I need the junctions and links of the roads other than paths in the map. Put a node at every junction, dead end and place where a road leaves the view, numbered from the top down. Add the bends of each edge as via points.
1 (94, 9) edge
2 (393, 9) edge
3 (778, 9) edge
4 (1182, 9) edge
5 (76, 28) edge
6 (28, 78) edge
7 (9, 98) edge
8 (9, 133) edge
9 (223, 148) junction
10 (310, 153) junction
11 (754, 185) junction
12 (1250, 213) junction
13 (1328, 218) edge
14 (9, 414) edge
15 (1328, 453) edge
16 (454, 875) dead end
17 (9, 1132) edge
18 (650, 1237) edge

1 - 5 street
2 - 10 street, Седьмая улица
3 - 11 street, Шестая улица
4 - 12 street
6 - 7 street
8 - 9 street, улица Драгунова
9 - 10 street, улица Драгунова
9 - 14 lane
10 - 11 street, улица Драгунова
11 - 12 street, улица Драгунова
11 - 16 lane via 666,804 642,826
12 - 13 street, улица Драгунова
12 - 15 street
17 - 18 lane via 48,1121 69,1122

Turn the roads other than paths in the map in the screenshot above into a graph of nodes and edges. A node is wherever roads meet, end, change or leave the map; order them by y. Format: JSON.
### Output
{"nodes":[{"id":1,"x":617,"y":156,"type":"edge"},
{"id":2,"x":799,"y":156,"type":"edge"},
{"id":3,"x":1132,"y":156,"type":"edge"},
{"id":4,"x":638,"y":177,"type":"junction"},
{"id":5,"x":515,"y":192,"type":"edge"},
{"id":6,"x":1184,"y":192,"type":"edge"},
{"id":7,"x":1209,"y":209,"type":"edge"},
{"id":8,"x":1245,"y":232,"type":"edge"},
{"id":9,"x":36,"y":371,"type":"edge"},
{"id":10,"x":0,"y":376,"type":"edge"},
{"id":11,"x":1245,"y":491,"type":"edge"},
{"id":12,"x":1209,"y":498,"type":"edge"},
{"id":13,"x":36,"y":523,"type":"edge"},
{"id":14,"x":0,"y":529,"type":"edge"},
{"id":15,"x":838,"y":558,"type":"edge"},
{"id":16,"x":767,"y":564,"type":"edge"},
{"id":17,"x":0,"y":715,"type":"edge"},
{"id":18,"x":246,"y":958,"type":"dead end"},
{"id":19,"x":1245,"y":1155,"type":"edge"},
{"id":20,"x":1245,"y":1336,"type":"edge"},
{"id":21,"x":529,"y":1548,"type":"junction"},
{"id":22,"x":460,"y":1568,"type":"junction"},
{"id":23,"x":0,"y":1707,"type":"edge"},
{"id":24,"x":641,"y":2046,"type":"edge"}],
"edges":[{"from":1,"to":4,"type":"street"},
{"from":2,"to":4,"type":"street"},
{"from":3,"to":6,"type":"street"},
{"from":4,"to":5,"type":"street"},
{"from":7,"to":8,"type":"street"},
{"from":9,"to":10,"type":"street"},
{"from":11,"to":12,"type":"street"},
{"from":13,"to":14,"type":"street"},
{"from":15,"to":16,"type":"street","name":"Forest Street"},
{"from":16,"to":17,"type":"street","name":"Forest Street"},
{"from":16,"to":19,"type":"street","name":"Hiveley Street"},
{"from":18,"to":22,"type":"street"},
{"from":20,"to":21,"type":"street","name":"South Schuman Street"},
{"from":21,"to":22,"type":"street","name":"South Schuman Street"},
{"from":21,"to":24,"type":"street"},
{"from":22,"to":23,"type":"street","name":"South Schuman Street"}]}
■ ■ ■ ■
Activity
Having read the entries above, set each one down again exactly.

Expected answer
I need the junctions and links of the roads other than paths in the map. Put a node at every junction, dead end and place where a road leaves the view, numbered from the top down. Add the bends of each edge as via points.
1 (94, 9) edge
2 (393, 9) edge
3 (778, 9) edge
4 (1182, 9) edge
5 (76, 28) edge
6 (28, 78) edge
7 (9, 98) edge
8 (9, 133) edge
9 (223, 148) junction
10 (310, 153) junction
11 (754, 185) junction
12 (1250, 213) junction
13 (1328, 218) edge
14 (9, 414) edge
15 (1328, 453) edge
16 (454, 875) dead end
17 (9, 1132) edge
18 (650, 1237) edge

1 - 5 street
2 - 10 street, Седьмая улица
3 - 11 street, Шестая улица
4 - 12 street
6 - 7 street
8 - 9 street, улица Драгунова
9 - 10 street, улица Драгунова
9 - 14 lane
10 - 11 street, улица Драгунова
11 - 12 street, улица Драгунова
11 - 16 lane via 666,804 642,826
12 - 13 street, улица Драгунова
12 - 15 street
17 - 18 lane via 48,1121 69,1122

Turn the roads other than paths in the map in the screenshot above into a graph of nodes and edges. A node is wherever roads meet, end, change or leave the map; order them by y. Format: JSON.
### Output
{"nodes":[{"id":1,"x":617,"y":156,"type":"edge"},
{"id":2,"x":799,"y":156,"type":"edge"},
{"id":3,"x":1132,"y":156,"type":"edge"},
{"id":4,"x":638,"y":177,"type":"junction"},
{"id":5,"x":515,"y":192,"type":"edge"},
{"id":6,"x":1184,"y":192,"type":"edge"},
{"id":7,"x":1209,"y":209,"type":"edge"},
{"id":8,"x":1245,"y":232,"type":"edge"},
{"id":9,"x":36,"y":371,"type":"edge"},
{"id":10,"x":0,"y":376,"type":"edge"},
{"id":11,"x":1245,"y":491,"type":"edge"},
{"id":12,"x":1209,"y":498,"type":"edge"},
{"id":13,"x":36,"y":523,"type":"edge"},
{"id":14,"x":0,"y":529,"type":"edge"},
{"id":15,"x":838,"y":558,"type":"edge"},
{"id":16,"x":767,"y":564,"type":"edge"},
{"id":17,"x":0,"y":715,"type":"edge"},
{"id":18,"x":246,"y":958,"type":"dead end"},
{"id":19,"x":1245,"y":1155,"type":"edge"},
{"id":20,"x":1245,"y":1336,"type":"edge"},
{"id":21,"x":529,"y":1548,"type":"junction"},
{"id":22,"x":460,"y":1568,"type":"junction"},
{"id":23,"x":0,"y":1707,"type":"edge"},
{"id":24,"x":641,"y":2046,"type":"edge"}],
"edges":[{"from":1,"to":4,"type":"street"},
{"from":2,"to":4,"type":"street"},
{"from":3,"to":6,"type":"street"},
{"from":4,"to":5,"type":"street"},
{"from":7,"to":8,"type":"street"},
{"from":9,"to":10,"type":"street"},
{"from":11,"to":12,"type":"street"},
{"from":13,"to":14,"type":"street"},
{"from":15,"to":16,"type":"street","name":"Forest Street"},
{"from":16,"to":17,"type":"street","name":"Forest Street"},
{"from":16,"to":19,"type":"street","name":"Hiveley Street"},
{"from":18,"to":22,"type":"street"},
{"from":20,"to":21,"type":"street","name":"South Schuman Street"},
{"from":21,"to":22,"type":"street","name":"South Schuman Street"},
{"from":21,"to":24,"type":"street"},
{"from":22,"to":23,"type":"street","name":"South Schuman Street"}]}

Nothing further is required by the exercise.